Diseño del contrato de outsourcing

El diseño del contrato de outsourcing debe permitir sentar las base de una auténtica relación de asociación entre el cliente y el proveedor. Por ello, debe reflejar la confianza en la que dicha relación debe basarse.

Cuando se pasa del outsourcing táctico al estratégico, la relación cambia y pasa de una mera vinculación cliente-proveedor a un nexo entre socios mucho más profunda. Esta ligazón, que aumenta a medida que avanza el propio proceso de outsourcing, se cimienta sobre las bases de un contrato que implícitamente considera como factor determinante la mutua confianza entre ambas partes y que difícilmente puede redactarse en términos contractuales.

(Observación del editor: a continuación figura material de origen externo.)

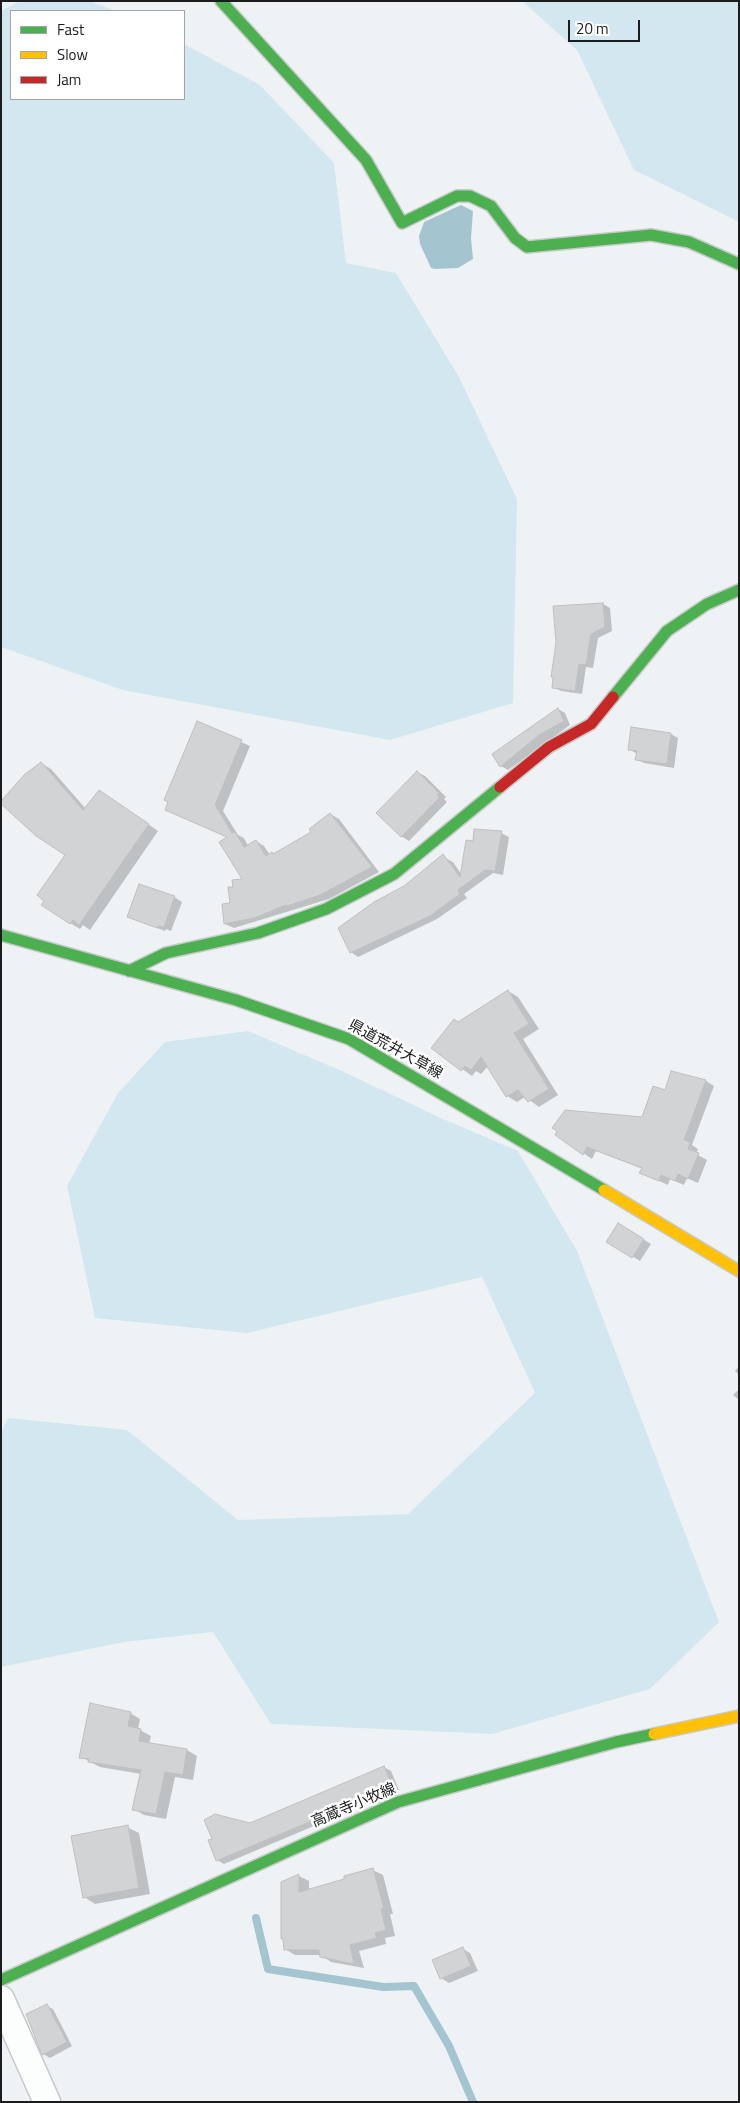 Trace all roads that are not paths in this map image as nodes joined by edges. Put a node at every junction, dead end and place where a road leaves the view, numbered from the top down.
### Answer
1 (221, 1) edge
2 (739, 264) edge
3 (739, 590) edge
4 (1, 935) edge
5 (129, 971) junction
6 (739, 1271) edge
7 (736, 1722) edge
8 (1, 1980) edge
9 (1, 1999) edge
10 (47, 2102) edge

1 - 2 main road
3 - 5 main road
4 - 5 main road, 県道荒井大草線
5 - 6 main road, 県道荒井大草線
7 - 8 main road, 高蔵寺小牧線
9 - 10 street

A pesar de ello, la formulación del contrato es de suma importancia y su elaboración no es obvia en ningún sentido. Por ello es conveniente contratar a expertos externos a la compañía para que ayuden y colaboren en la formulación y diseño del mismo. Dichos expertos deberán cubrir dos vertientes, la técnica y la legal.

Los expertos técnicos participarán en el proceso de definición de las necesidades del cliente desde el primer momento. Conviene contratar a personas ajenas a la empresa y no utilizar al propio personal técnico, ya que muchos de ellos se van a ver afectados por el acuerdo de outsourcing en cuestión.

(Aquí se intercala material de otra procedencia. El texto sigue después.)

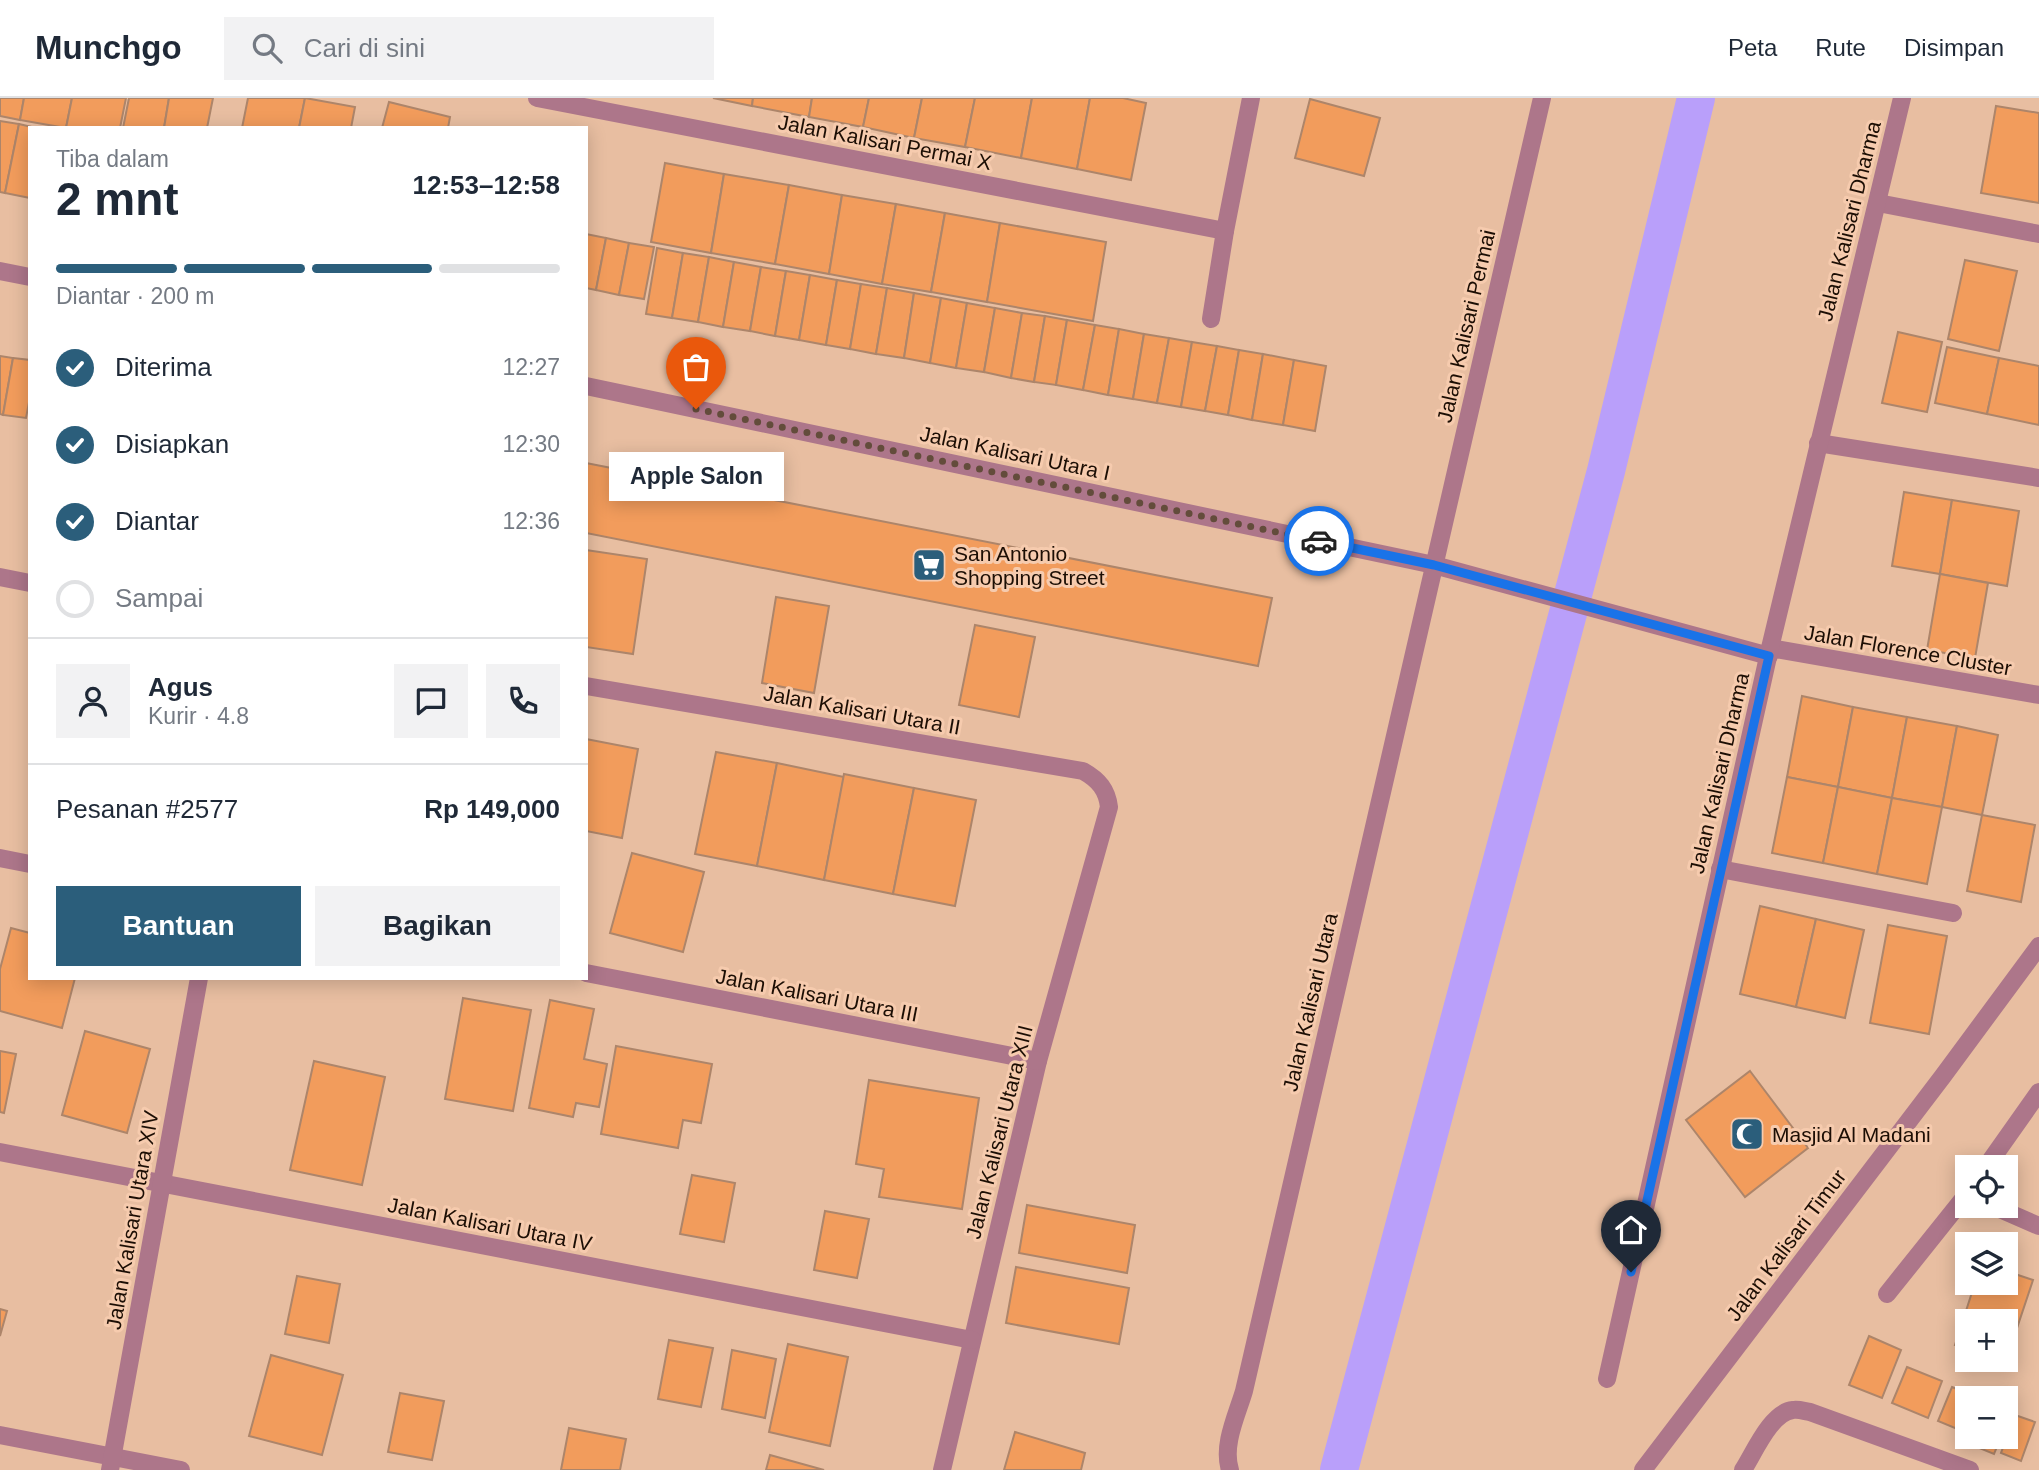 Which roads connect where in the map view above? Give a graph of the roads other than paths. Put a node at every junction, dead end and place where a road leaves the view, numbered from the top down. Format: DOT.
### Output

En relación a los expertos jurídicos, que se contratarán en las etapas finales de la negociación, estos ayudarán a plasmar en el contrato todas las necesidades identificadas por los expertos técnicos.

Elementos a considerar al diseñar el contrato de outsourcing

En el diseño del contrato se debe completar, entre otros, los siguientes elementos:

  • La perfecta definición de las actividades que van a permanecer dentro de la empresa y las que van a ser contratadas al exterior.
  • La definición de los servicios y condiciones en los que se van a materializar las actividades contratadas.
  • La identificación clara de los distintos niveles de clientes internos y sus necesidades.
  • La especificación y cuantificación de los parámetros que determinen los niveles operativos y de servicio.
  • La designación clara de responsabilidades con la finalidad de que éstas no queden diluidas.
  • El acceso a la información interna que se concederá al proveedor.
  • El establecimiento de un procedimiento de resolución de conflictos que enmarque la forma de solucionar los problemas en los casos en los que le cliente o el proveedor incumplan con las condiciones acordadas. En este sentido, y para el caso de incumplimiento por parte del proveedor, puede ser interesante clasificar los servicios no críticos.
  • La designación de los canales de documentación y de los interlocutores entre ambas organizaciones.
  • La especificación de las sanciones que se van a utilizar en los casos de incumplimiento de las condiciones, tanto por parte del proveedor como por parte del cliente. Así mismo, deben establecerse los mecanismos de incentivos que se aplicará cuando se presten los servicios por encima de las condiciones acordadas.
  • El establecimiento de una cláusula de rescisión del contrato, especificando las condiciones en cuanto a tiempo de antelación con el que debe notificarse la rescisión, así como las penalizaciones en las que se incurrirá en los casos en los que se incumplan con alguna de las condiciones establecidas a causa de la rescisión.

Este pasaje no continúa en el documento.